𝗜𝗻𝗱𝗶𝗮 𝘁𝗼 𝗥𝗲𝗺𝗼𝘃𝗲 𝗖𝗮𝗽𝗶𝘁𝗮𝗹 𝗚𝗮𝗶𝗻𝘀 𝗧𝗮𝘅 𝗼𝗻 𝗚𝗼𝘃𝗲𝗿𝗻𝗺𝗲𝗻𝘁 𝗦𝗲𝗰𝘂𝗿𝗶𝘁𝗶𝗲𝘀
The Union Cabinet led by Prime Minister Narendra Modi approved an ordinance on Wednesday to amend the Income Tax Act. The change will exempt foreign portfolio investors from capital gains tax on government securities. The ordinance requires Presidential approval before a formal notification takes effect.
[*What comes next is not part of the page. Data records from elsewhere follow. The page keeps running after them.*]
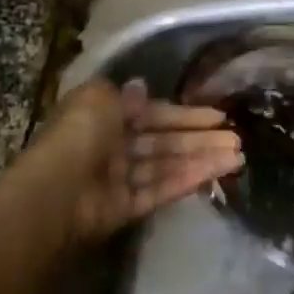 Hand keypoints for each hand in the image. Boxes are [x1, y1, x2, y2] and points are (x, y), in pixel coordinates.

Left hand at [25, 78, 241, 246]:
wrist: (55, 194)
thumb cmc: (78, 137)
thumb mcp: (100, 99)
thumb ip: (126, 96)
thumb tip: (141, 86)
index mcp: (102, 117)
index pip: (150, 113)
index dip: (183, 114)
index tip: (216, 115)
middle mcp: (111, 146)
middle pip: (163, 141)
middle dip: (199, 138)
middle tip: (236, 138)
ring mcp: (119, 179)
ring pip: (166, 165)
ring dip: (202, 159)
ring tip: (238, 157)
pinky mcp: (125, 208)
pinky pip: (160, 190)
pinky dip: (186, 180)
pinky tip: (215, 172)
Current tax rules for foreign investors include:
- A 12.5% long-term capital gains tax on listed equities and bonds held longer than one year
- A 20% withholding tax on interest income from government securities
- The withdrawal of a 5% concessional rate in 2023
The move aims to stop foreign capital outflows amid the Middle East crisis. Officials seek to protect the economy from the US-Iran conflict and attract greater overseas investment.
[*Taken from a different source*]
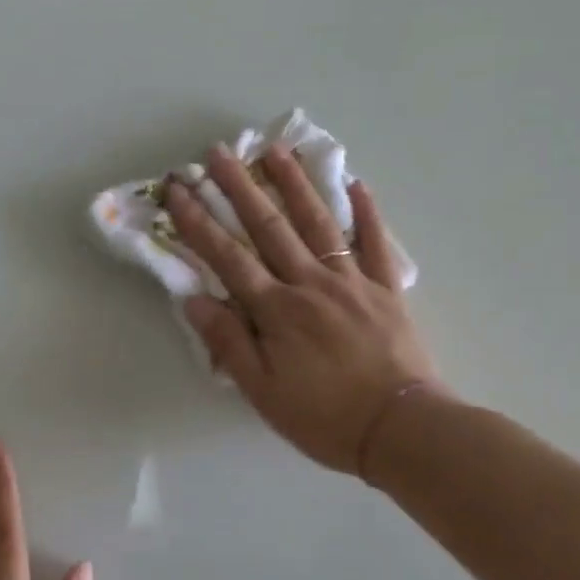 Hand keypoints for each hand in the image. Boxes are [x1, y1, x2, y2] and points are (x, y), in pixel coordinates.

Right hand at [164, 144, 439, 481]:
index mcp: (277, 310)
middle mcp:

Additional measures are expected to increase foreign capital inflows. The Reserve Bank of India is expected to classify select long-duration government securities under the Fully Accessible Route. This would allow overseas investors to buy these bonds without ownership limits. The central bank last revised this list in 2024. It removed 14-year and 30-year government bonds from the program at the time.
Market participants have called for lower taxes on long-term capital gains and interest income from government securities.
Foreign portfolio investment flows have stayed negative this year. Net outflows have reached Rs 2.47 lakh crore. The rupee hit a record low of 96.965 against the US dollar on May 20. The currency remains under pressure from oil prices, US tariffs, and record foreign investor withdrawals. On Wednesday, the rupee closed at 95.71 per dollar. It has fallen more than 6% against the dollar this year.
The yield on the 10-year government bond rose 1 basis point to 7.02%.
The government also plans to allow Persons Resident Outside India to invest in shares of listed Indian companies through the portfolio investment scheme.